» **RECORDS FOR THIS EXERCISE**:
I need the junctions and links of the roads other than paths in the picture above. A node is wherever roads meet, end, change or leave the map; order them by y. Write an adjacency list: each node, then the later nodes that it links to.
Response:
==
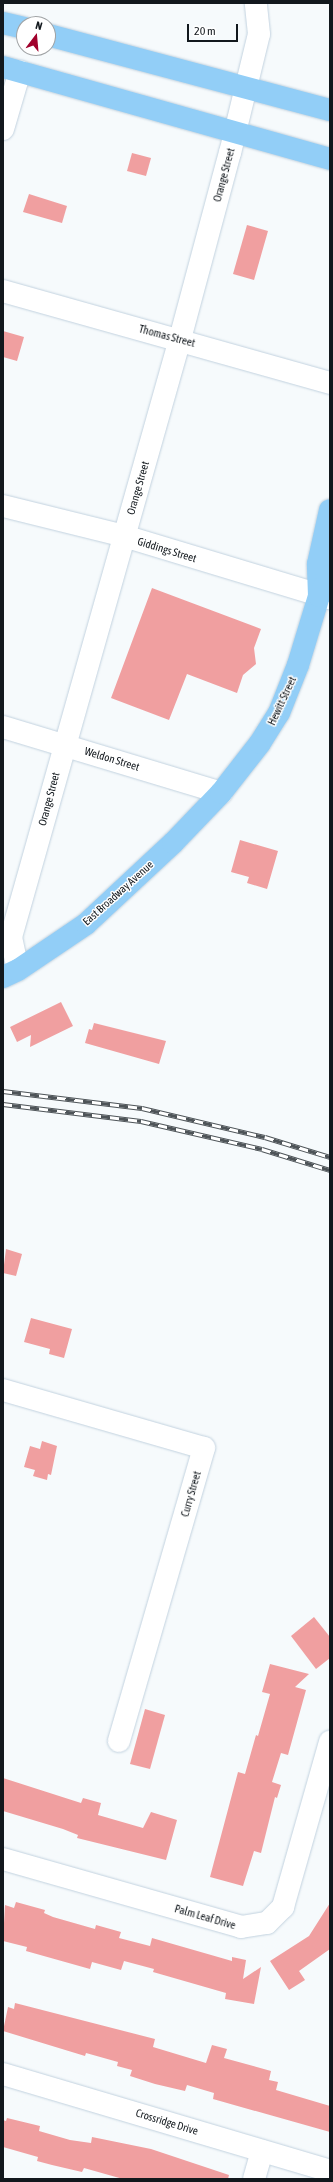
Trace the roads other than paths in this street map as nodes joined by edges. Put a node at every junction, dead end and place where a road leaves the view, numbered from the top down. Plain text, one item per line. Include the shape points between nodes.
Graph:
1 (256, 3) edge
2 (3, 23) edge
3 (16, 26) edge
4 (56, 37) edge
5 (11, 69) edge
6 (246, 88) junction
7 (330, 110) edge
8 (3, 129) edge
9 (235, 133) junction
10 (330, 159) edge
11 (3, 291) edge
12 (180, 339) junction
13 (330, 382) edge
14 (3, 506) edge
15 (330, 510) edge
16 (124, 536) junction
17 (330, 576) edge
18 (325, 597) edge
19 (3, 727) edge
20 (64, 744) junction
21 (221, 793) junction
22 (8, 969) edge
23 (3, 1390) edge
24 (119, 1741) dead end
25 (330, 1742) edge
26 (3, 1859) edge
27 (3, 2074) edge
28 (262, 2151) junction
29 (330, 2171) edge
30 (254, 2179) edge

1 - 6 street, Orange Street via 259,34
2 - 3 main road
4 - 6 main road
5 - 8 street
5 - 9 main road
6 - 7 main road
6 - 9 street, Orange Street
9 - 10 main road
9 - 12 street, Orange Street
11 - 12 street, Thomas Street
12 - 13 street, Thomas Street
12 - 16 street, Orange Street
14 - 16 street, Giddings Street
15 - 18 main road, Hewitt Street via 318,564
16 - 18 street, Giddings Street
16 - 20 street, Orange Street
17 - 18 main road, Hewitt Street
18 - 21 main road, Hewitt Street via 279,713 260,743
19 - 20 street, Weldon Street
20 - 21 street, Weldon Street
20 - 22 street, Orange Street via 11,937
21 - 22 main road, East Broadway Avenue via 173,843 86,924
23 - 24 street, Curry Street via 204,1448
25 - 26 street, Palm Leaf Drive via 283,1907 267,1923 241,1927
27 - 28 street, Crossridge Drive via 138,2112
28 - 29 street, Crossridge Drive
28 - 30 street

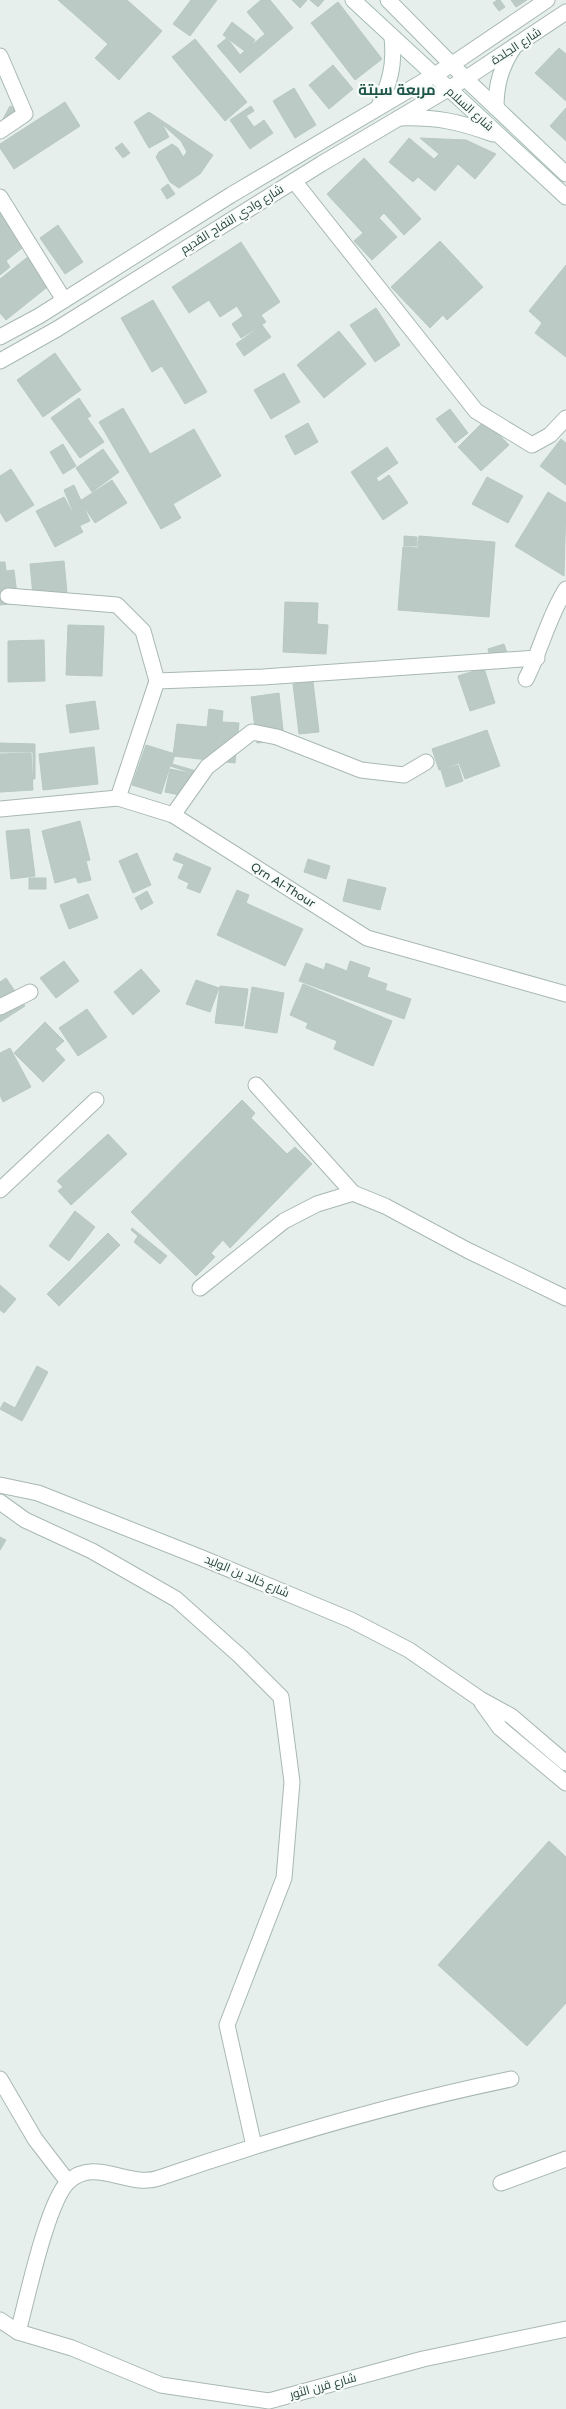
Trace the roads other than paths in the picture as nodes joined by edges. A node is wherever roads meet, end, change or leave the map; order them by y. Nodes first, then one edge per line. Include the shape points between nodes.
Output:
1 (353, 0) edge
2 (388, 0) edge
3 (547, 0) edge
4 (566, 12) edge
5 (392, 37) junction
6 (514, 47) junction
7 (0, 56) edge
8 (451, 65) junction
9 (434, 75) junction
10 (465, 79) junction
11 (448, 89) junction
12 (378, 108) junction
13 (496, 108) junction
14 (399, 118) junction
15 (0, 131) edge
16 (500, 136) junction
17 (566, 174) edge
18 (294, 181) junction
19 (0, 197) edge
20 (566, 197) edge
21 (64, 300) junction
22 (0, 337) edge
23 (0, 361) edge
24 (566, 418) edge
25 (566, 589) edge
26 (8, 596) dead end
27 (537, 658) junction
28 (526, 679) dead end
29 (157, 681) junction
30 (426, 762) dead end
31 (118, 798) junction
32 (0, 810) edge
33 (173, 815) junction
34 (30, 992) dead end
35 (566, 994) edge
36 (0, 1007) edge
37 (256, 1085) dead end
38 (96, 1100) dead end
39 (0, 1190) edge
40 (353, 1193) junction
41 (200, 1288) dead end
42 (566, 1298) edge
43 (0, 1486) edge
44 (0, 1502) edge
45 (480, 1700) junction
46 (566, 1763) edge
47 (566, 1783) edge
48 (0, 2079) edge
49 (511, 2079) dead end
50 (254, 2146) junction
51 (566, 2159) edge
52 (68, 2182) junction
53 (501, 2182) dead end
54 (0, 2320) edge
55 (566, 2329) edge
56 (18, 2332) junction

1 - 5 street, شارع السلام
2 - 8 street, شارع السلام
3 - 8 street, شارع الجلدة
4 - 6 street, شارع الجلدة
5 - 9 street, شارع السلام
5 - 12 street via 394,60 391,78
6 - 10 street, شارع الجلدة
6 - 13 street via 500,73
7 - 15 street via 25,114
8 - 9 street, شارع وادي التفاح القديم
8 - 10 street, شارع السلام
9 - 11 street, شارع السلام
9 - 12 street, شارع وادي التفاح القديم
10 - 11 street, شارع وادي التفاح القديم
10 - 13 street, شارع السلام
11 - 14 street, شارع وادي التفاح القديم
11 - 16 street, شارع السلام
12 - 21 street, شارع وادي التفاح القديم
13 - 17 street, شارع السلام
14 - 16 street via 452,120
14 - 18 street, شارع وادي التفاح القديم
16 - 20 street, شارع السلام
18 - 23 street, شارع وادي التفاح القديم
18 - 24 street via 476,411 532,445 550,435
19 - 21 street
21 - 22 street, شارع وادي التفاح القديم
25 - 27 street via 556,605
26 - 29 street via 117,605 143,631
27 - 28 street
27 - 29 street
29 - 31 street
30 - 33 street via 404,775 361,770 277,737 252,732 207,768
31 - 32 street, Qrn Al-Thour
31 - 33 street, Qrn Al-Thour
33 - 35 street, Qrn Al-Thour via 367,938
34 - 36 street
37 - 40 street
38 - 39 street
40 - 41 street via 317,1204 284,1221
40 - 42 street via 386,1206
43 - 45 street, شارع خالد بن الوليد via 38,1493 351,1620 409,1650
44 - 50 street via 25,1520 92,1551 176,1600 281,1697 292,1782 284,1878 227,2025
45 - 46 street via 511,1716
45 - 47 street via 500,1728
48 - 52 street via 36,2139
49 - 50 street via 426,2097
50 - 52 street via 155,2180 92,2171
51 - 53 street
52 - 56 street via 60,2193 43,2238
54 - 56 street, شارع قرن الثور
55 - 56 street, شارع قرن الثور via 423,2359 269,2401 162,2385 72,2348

» **WORK TASK**: Copy every line from the records that holds the string "wherever".

» **OUTPUT FOR THIS TASK**:
I need the junctions and links of the roads other than paths in the picture above. A node is wherever roads meet, end, change or leave the map; order them by y. Write an adjacency list: each node, then the later nodes that it links to.
Trace the roads other than paths in the picture as nodes joined by edges. A node is wherever roads meet, end, change or leave the map; order them by y. Nodes first, then one edge per line. Include the shape points between nodes.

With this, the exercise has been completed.